In der hauseigenen Sammlung fanden sich Bücher des englischen Buchillustrators Arthur Rackham (1867–1939) sowie weiterer Künstler. Für Carstensen erweckten diese Bilder die Geschichten zum Leben und in ihr wuchs die feste Absicht, in die Fußstapfen dieser Illustratoren zu treten.
So studierte sie zunächst Illustration am Columbus College of Art & Design – dasselbe College, an dem auch ihre Eltern studiert hatten. Dort lernte sie die Methoden und das Handwerk, starke visuelle Erzählungen zu erschaffen und zu vermarkten.
Sie lernte auch, wie wichtig es ist, anhand konkreter Modelle ihre Kompositionen zu kreieren, anstatt sich nur auf ihre Vorstellungskraft zu verlassen. Für figurative Bilder bedeutete dies, dass sie kostümierte Mitmenschen fotografierte und Skizzen von ihnen anfertigte.
Nach ihrem Studienabschluss bekam sie jedoch nicht die Arbeit, die sie sich erträumt hatte. Diese Situation belastete sie sehr. Als langjähriges Gemeindemitglied der St. Patrick’s Kirche in Columbus ging sie jedes Wochenende zur Messe. „Aber ich hatte wirklich Mühe, mein Leben in den Griff zu bekommen“, erinnert sich Bernadette Carstensen.
„Apokalypse“ bringt den Lichtblick
Im Jahr 2013 machte ein Freund der Familie sie schließlich auf den Apokalypse-Preis aufmerksam. Ausgangspunkt des Kunstwettbewerbs war die biblische Apokalypse der Offenbarung des Johannes.

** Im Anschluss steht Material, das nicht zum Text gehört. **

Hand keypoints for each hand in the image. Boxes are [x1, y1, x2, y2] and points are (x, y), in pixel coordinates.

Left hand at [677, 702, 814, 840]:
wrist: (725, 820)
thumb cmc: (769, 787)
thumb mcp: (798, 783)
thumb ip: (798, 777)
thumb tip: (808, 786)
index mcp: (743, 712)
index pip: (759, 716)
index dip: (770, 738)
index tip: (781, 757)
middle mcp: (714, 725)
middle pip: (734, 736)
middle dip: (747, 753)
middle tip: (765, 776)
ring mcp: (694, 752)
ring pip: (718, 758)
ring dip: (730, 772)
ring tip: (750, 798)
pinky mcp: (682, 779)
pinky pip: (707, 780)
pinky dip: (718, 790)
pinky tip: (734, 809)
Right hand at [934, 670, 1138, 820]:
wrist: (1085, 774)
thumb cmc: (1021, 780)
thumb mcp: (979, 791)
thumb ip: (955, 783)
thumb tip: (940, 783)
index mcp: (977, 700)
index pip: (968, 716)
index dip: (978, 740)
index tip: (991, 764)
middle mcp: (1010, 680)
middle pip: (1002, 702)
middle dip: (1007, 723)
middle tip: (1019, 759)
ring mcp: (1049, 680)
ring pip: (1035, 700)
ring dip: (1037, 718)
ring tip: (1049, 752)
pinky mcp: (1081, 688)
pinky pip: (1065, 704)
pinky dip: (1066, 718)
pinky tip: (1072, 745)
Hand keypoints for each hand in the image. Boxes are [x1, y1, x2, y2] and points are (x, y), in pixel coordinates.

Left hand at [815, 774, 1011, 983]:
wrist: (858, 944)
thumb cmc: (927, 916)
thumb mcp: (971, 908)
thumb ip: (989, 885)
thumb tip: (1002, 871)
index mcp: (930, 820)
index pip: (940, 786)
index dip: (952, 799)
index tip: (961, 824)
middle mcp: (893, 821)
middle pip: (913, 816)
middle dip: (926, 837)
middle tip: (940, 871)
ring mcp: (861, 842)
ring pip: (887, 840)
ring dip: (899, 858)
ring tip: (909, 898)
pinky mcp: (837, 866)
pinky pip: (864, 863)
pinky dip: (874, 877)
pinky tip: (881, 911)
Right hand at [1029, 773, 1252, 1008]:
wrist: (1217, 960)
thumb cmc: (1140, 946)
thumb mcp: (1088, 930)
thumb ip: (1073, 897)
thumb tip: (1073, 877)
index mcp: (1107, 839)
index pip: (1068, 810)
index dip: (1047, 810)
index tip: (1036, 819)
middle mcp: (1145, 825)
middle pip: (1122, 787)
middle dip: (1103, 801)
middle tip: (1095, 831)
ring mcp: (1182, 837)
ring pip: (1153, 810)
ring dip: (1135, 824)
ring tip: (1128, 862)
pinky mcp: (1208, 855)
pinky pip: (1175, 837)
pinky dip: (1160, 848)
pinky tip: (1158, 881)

Um teilzunehmen, mussten die Künstler eine beliebige Darstellung zu dieser Thematik erschaffen und dabei dem Stil der mittelalterlichen Kopisten treu bleiben. Dieser alte Kunststil zeichnet sich durch flächige Kompositionen voll heiliger Symbolik aus oder wie es im Einführungsvideo des Wettbewerbs heißt: „Analogien, eingebettet in heilige Schriften.“
Carstensen beschloss, an dem Wettbewerb teilzunehmen, und ein Triptychon, sprich ein dreiteiliges Andachtsbild, zur Offenbarung des Johannes einzureichen. Doch bevor sie den Pinsel in die Hand nehmen konnte, musste sie das Buch der Offenbarung erneut lesen und auch die Sprache der mittelalterlichen Buchkunst kennenlernen.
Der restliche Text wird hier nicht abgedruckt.